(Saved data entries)
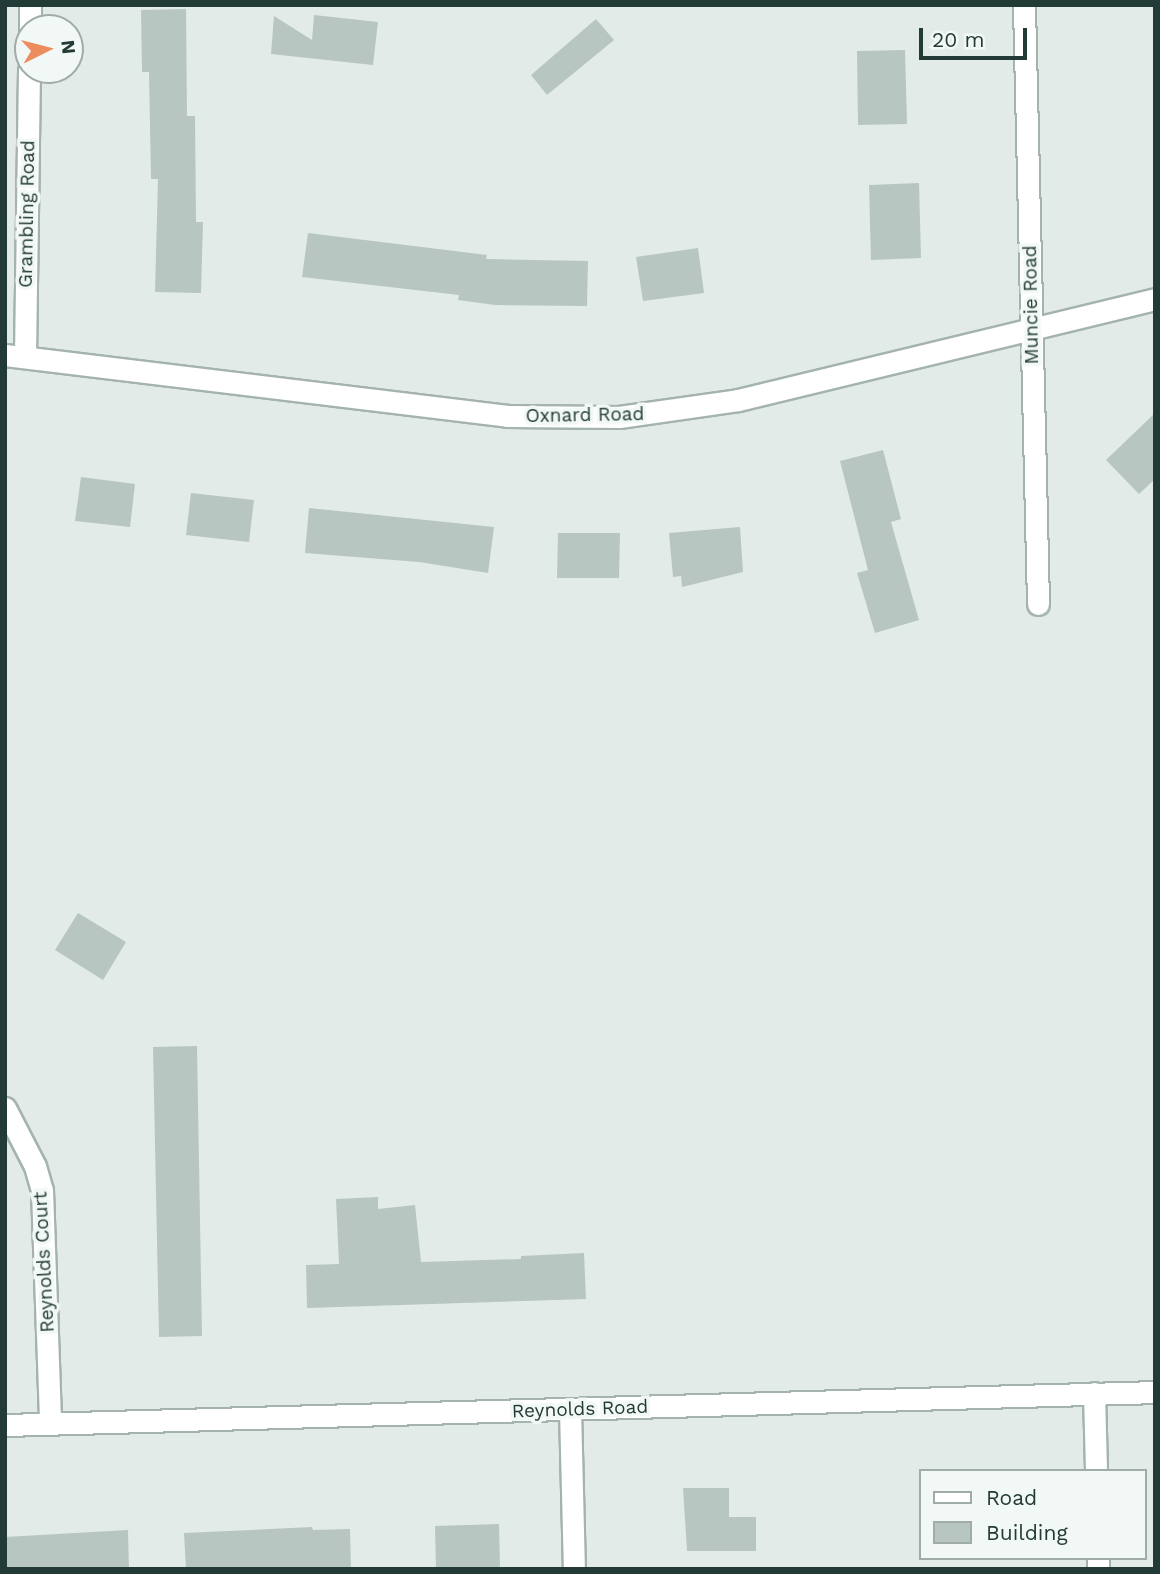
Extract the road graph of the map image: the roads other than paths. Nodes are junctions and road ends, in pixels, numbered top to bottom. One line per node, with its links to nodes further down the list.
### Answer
1 (1024, 5): 4 (street, Muncie Road)
2 (28, 84): 5 (street, Grambling Road)
3 (1155, 299): 4 (street, Oxnard Road)
4 (1032, 329): 5 (street, Oxnard Road); 6 (street, Muncie Road)
5 (15, 356)
6 (1038, 604)
7 (5, 1108): 11 (street, Reynolds Court)
8 (1155, 1392): 9 (street, Reynolds Road)
9 (1094, 1393): 10 (street, Reynolds Road); 13 (street)
10 (570, 1409): 11 (street, Reynolds Road); 14 (street)
11 (50, 1423): 12 (street, Reynolds Road)
12 (5, 1425)
13 (1096, 1469)
14 (574, 1569)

To do:
Write out each entry exactly as given, but skip the pictures.

Completed task:
Extract the road graph of the map image: the roads other than paths. Nodes are junctions and road ends, in pixels, numbered top to bottom. One line per node, with its links to nodes further down the list.
### Answer
1 (1024, 5): 4 (street, Muncie Road)
2 (28, 84): 5 (street, Grambling Road)
3 (1155, 299): 4 (street, Oxnard Road)
4 (1032, 329): 5 (street, Oxnard Road); 6 (street, Muncie Road)
5 (15, 356)
6 (1038, 604)
7 (5, 1108): 11 (street, Reynolds Court)
8 (1155, 1392): 9 (street, Reynolds Road)
9 (1094, 1393): 10 (street, Reynolds Road); 13 (street)
10 (570, 1409): 11 (street, Reynolds Road); 14 (street)
11 (50, 1423): 12 (street, Reynolds Road)
12 (5, 1425)
13 (1096, 1469)
14 (574, 1569)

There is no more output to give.